#### Work instruction
Pick the lines holding the string "index" out of the records and copy them.

□ □ □

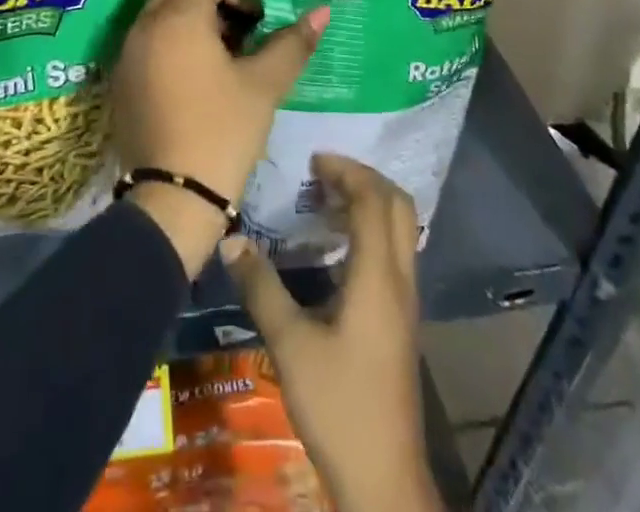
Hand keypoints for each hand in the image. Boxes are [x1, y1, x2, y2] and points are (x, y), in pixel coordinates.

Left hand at [112, 0, 325, 273]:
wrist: (173, 199)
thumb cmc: (223, 132)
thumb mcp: (264, 86)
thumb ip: (292, 43)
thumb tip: (322, 12)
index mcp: (177, 17)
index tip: (255, 22)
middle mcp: (144, 23)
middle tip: (238, 28)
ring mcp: (127, 50)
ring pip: (160, 6)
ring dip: (191, 14)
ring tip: (220, 55)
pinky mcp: (120, 76)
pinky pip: (147, 35)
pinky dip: (171, 38)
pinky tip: (195, 77)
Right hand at [221, 155, 441, 511]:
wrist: (385, 479)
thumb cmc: (339, 406)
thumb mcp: (290, 344)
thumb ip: (262, 287)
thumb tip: (232, 237)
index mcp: (378, 275)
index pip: (373, 200)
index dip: (346, 171)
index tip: (313, 160)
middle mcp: (400, 278)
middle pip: (397, 205)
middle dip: (363, 178)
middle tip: (322, 173)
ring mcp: (406, 300)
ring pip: (400, 228)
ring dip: (369, 203)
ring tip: (325, 201)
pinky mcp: (402, 319)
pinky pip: (394, 251)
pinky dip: (371, 229)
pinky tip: (337, 247)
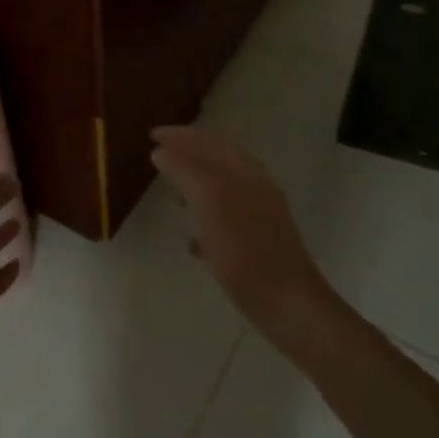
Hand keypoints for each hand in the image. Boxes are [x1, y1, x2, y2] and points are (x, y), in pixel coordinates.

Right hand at [151, 126, 337, 346]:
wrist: (287, 303)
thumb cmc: (244, 251)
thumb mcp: (209, 204)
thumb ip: (185, 173)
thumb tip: (162, 151)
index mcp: (244, 172)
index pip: (209, 141)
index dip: (180, 135)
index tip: (151, 134)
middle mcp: (254, 187)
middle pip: (217, 161)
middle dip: (189, 156)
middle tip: (159, 156)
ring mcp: (259, 215)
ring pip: (222, 189)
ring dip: (196, 185)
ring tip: (171, 193)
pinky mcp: (257, 243)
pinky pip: (226, 219)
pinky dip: (206, 218)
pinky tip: (191, 239)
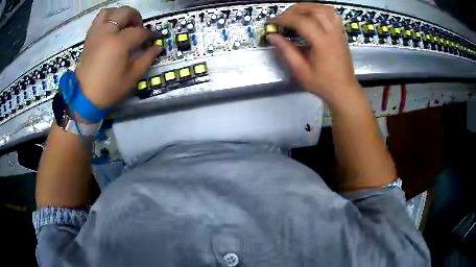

□ □ □

#### Response to this exercise
index mcp: (177, 17)
index tip: (255, 22)
index mcp: (378, 275)
index pip: (373, 200)
index dip: (346, 171)
index tip: (313, 160)
index mcp: (244, 172)
index pip: (209, 141)
index dip: (180, 135)
index tip: (151, 134)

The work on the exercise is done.